> **Task brief**
Return the records that follow, matching each one exactly.

> **Dataset entries**

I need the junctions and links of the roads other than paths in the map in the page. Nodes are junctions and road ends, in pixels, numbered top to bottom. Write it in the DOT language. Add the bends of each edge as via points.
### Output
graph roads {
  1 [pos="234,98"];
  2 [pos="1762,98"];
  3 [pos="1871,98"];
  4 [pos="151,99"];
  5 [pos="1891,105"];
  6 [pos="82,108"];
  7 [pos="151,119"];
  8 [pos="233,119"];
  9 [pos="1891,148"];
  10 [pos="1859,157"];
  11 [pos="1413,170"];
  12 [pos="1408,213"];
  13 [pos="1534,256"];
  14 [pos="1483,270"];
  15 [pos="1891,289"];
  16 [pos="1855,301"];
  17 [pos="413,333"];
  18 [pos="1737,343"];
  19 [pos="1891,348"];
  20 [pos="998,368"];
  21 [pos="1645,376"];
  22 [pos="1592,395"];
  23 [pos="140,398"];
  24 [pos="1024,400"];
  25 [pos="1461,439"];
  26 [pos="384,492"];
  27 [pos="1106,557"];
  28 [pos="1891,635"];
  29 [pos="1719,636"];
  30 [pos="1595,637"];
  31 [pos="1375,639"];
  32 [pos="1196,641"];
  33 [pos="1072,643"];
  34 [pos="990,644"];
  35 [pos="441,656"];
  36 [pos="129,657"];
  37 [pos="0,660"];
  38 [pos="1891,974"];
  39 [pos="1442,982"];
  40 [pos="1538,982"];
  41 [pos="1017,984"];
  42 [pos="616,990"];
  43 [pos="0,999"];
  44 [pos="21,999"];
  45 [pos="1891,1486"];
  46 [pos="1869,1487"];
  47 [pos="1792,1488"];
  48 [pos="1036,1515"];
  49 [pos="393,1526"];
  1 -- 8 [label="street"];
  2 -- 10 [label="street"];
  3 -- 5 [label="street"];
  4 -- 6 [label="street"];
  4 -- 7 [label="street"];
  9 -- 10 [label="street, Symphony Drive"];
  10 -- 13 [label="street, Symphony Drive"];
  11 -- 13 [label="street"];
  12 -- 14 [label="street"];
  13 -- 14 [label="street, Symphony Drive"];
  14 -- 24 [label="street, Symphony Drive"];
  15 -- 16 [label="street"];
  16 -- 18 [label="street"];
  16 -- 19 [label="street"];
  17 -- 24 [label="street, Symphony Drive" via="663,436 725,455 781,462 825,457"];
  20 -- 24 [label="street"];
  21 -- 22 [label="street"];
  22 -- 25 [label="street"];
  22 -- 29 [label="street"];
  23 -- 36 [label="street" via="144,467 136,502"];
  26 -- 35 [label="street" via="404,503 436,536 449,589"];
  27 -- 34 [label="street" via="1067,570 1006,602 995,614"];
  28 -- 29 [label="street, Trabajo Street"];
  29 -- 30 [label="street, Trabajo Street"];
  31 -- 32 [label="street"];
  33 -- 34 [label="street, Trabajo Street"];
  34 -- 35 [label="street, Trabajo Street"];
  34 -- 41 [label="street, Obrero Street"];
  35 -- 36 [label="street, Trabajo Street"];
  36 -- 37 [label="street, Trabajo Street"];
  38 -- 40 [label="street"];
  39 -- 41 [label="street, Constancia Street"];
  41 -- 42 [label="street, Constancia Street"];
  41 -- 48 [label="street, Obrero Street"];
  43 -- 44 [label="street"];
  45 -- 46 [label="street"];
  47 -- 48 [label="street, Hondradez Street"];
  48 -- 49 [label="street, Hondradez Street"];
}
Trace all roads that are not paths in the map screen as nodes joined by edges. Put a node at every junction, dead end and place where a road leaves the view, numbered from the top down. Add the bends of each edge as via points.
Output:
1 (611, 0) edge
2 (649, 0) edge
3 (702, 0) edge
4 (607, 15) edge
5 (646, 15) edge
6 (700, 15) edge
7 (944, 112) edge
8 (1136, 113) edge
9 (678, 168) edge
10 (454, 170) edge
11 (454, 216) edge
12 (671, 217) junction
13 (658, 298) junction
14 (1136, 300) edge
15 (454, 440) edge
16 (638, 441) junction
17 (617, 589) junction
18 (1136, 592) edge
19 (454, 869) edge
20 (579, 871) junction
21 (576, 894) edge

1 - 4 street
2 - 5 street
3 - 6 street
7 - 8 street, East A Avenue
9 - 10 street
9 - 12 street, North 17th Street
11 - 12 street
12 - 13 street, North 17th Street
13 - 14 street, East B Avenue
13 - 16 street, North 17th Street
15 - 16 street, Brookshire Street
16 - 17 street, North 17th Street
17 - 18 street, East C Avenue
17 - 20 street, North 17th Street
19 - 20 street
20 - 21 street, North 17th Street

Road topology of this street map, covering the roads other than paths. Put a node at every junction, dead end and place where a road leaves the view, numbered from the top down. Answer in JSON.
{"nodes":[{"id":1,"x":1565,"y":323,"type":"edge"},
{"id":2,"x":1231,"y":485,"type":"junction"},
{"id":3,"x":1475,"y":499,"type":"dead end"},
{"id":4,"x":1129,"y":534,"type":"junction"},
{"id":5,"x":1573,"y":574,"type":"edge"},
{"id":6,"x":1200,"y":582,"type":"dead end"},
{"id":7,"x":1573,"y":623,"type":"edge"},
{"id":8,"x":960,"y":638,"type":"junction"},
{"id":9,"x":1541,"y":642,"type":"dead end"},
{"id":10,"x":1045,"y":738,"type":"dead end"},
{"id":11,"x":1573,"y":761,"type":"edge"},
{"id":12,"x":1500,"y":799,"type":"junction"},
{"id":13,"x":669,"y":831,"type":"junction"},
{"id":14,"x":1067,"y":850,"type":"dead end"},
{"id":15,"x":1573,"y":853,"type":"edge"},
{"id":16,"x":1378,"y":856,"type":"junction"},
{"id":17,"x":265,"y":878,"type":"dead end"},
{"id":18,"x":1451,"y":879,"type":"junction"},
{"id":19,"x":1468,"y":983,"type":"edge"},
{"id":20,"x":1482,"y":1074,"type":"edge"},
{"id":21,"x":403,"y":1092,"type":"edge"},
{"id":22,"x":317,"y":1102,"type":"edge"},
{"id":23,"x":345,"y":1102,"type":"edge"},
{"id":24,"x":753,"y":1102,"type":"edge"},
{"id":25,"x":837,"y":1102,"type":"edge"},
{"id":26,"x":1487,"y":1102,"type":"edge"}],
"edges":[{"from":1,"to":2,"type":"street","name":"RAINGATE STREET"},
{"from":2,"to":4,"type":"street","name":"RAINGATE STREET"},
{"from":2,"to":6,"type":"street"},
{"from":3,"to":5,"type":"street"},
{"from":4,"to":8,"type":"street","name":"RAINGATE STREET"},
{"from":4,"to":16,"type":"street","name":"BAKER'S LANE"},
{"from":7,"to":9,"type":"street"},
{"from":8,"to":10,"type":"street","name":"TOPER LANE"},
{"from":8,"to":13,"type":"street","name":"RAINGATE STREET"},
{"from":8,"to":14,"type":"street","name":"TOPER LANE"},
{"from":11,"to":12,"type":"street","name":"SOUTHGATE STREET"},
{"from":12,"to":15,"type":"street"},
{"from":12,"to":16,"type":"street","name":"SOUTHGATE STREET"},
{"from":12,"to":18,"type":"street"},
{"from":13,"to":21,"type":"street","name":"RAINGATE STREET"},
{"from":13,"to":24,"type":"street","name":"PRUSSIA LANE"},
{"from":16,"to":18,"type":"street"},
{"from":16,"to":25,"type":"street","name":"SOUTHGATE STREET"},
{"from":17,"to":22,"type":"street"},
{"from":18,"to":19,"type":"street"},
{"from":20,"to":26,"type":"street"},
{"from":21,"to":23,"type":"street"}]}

> **Solution to the exercise**
I need the junctions and links of the roads other than paths in the map in the page. Nodes are junctions and road ends, in pixels, numbered top to bottom. Write it in the DOT language. Add the bends of each edge as via points.
### Output
graph roads {
  1 [pos="234,98"];
  2 [pos="1762,98"];
  3 [pos="1871,98"];
  4 [pos="151,99"];
  5 [pos="1891,105"];
  6 [pos="82,108"];
  7 [pos="151,119"];
  8 [pos="233,119"];
  9 [pos="1891,148"];
  10 [pos="1859,157"];
  11 [pos="1413,170"];
  12 [pos="1408,213"];
  13 [pos="1534,256"];
  14 [pos="1483,270"];
  15 [pos="1891,289"];
  16 [pos="1855,301"];
  17 [pos="413,333"];
  18 [pos="1737,343"];
  19 [pos="1891,348"];
  20 [pos="998,368"];
  21 [pos="1645,376"];
  22 [pos="1592,395"];
  23 [pos="140,398"];
  24 [pos="1024,400"];
  25 [pos="1461,439"];
  26 [pos="384,492"];
  27 [pos="1106,557"];
  28 [pos="1891,635"];
  29 [pos="1719,636"];
  30 [pos="1595,637"];
  31 [pos="1375,639"];
  32 [pos="1196,641"];
  33 [pos="1072,643"];
  34 [pos="990,644"];
  35 [pos="441,656"];
  36 [pos="129,657"];
  37 [pos="0,660"];
  38 [pos="1891,974"];
  39 [pos="1442,982"];
  40 [pos="1538,982"];
  41 [pos="1017,984"];
  42 [pos="616,990"];
  43 [pos="0,999"];
  44 [pos="21,999"];
  45 [pos="1891,1486"];
  46 [pos="1869,1487"];
  47 [pos="1792,1488"];
  48 [pos="1036,1515"];
  49 [pos="393,1526"];
  1 -- 8 [label="street"];
  2 -- 10 [label="street"];
  3 -- 5 [label="street"];
  4 -- 6 [label="street"];
  4 -- 7 [label="street"];
  9 -- 10 [label="street, Symphony Drive"];
  10 -- 13 [label="street, Symphony Drive"];
  11 -- 13 [label="street"];
  12 -- 14 [label="street"];
  13 -- 14 [label="street, Symphony Drive"];
  14 -- 24 [label="street, Symphony Drive"];
  15 -- 16 [label="street"];
  16 -- 18 [label="street"];
  16 -- 19 [label="street"];
  17 -- 24 [label="street, Symphony Drive" via="663,436 725,455 781,462 825,457"];
  20 -- 24 [label="street"];
  21 -- 22 [label="street"];
  22 -- 25 [label="street"];
  22 -- 29 [label="street"];
  23 -- 36 [label="street" via="144,467 136,502"];
  26 -- 35 [label="street" via="404,503 436,536 449,589"];
  27 -- 34 [label="street" via="1067,570 1006,602 995,614"];
  28 -- 29 [label="street, Trabajo Street"];
  29 -- 30 [label="street, Trabajo Street"];
  31 -- 32 [label="street"];
  33 -- 34 [label="street, Trabajo Street"];
  34 -- 35 [label="street, Trabajo Street"];
  34 -- 41 [label="street, Obrero Street"];
  35 -- 36 [label="street, Trabajo Street"];
  36 -- 37 [label="street, Trabajo Street"];
  38 -- 40 [label="street"];
  39 -- 41 [label="street, Constancia Street"];
  41 -- 42 [label="street, Constancia Street"];
  41 -- 48 [label="street, Obrero Street"];
  43 -- 44 [label="street"];
  45 -- 46 [label="street"];
  47 -- 48 [label="street, Hondradez Street"];
  48 -- 49 [label="street, Hondradez Street"];
}
Trace all roads that are not paths in the map screen as nodes joined by edges. Put a node at every junction, dead end and place where a road leaves the view, numbered from the top down. Add the bends of each edge as via points.
Output:
1 (611, 0) edge
2 (649, 0) edge
3 (702, 0) edge
4 (607, 15) edge
5 (646, 15) edge
6 (700, 15) edge
7 (944, 112) edge
8 (1136, 113) edge
9 (678, 168) edge
10 (454, 170) edge
11 (454, 216) edge
12 (671, 217) junction
13 (658, 298) junction
14 (1136, 300) edge
15 (454, 440) edge
16 (638, 441) junction
17 (617, 589) junction
18 (1136, 592) edge
19 (454, 869) edge
20 (579, 871) junction
21 (576, 894) edge

1 - 4 street
2 - 5 street
3 - 6 street
7 - 8 street, East A Avenue
9 - 10 street
9 - 12 street, North 17th Street
11 - 12 street
12 - 13 street, North 17th Street
13 - 14 street, East B Avenue
13 - 16 street, North 17th Street
15 - 16 street, Brookshire Street
16 - 17 street, North 17th Street
17 - 18 street, East C Avenue
17 - 20 street, North 17th Street
19 - 20 street
20 - 21 street, North 17th Street

Road topology of this street map, covering the roads other than paths. Put a node at every junction, dead end and place where a road leaves the view, numbered from the top down. Answer in JSON.
{"nodes":[{"id":1,"x":1565,"y":323,"type":"edge"},
{"id":2,"x":1231,"y":485,"type":"junction"},
{"id":3,"x":1475,"y":499,"type":"dead end"},
{"id":4,"x":1129,"y":534,"type":"junction"},
{"id":5,"x":1573,"y":574,"type":"edge"},
{"id":6,"x":1200,"y":582,"type":"dead end"},
{"id":7,"x":1573,"y":623,"type":"edge"},
{"id":8,"x":960,"y":638,"type":"junction"},
{"id":9,"x":1541,"y":642,"type":"dead end"},
{"id":10,"x":1045,"y":738,"type":"dead end"},
{"id":11,"x":1573,"y":761,"type":"edge"},
{"id":12,"x":1500,"y":799,"type":"junction"},
{"id":13,"x":669,"y":831,"type":"junction"},
{"id":14,"x":1067,"y":850,"type":"dead end"},
{"id":15,"x":1573,"y":853,"type":"edge"},
{"id":16,"x":1378,"y":856,"type":"junction"},
{"id":17,"x":265,"y":878,"type":"dead end"},
{"id":18,"x":1451,"y":879,"type":"junction"},
{"id":19,"x":1468,"y":983,"type":"edge"},
{"id":20,"x":1482,"y":1074,"type":"edge"},
{"id":21,"x":403,"y":1092,"type":"edge"},
{"id":22,"x":317,"y":1102,"type":"edge"},
{"id":23,"x":345,"y":1102,"type":"edge"},
{"id":24,"x":753,"y":1102,"type":"edge"},
{"id":25,"x":837,"y":1102,"type":"edge"},
{"id":26,"x":1487,"y":1102,"type":"edge"}],
"edges":[{"from":1,"to":2,"type":"street","name":"RAINGATE STREET"},
{"from":2,"to":4,"type":"street","name":"RAINGATE STREET"},
{"from":2,"to":6,"type":"street"},
{"from":3,"to":5,"type":"street"},
{"from":4,"to":8,"type":"street","name":"RAINGATE STREET"},
{"from":4,"to":16,"type":"street","name":"BAKER'S LANE"},
{"from":7,"to":9,"type":"street"},
{"from":8,"to":10,"type":"street","name":"TOPER LANE"},
{"from":8,"to":13,"type":"street","name":"RAINGATE STREET"},
{"from":8,"to":14,"type":"street","name":"TOPER LANE"},
{"from":11,"to":12,"type":"street","name":"SOUTHGATE STREET"},
{"from":12,"to":15,"type":"street"},
{"from":12,"to":16,"type":"street","name":"SOUTHGATE STREET"},
{"from":12,"to":18,"type":"street"},
{"from":13,"to":21,"type":"street","name":"RAINGATE STREET"},
{"from":13,"to":24,"type":"street","name":"PRUSSIA LANE"},
{"from":16,"to":18,"type":"street"},
{"from":16,"to":25,"type":"street","name":"SOUTHGATE STREET"},
{"from":17,"to":22,"type":"street"},
{"from":18,"to":19,"type":"street"},
{"from":20,"to":26,"type":"street"},
{"from":21,"to":23,"type":"street"}]}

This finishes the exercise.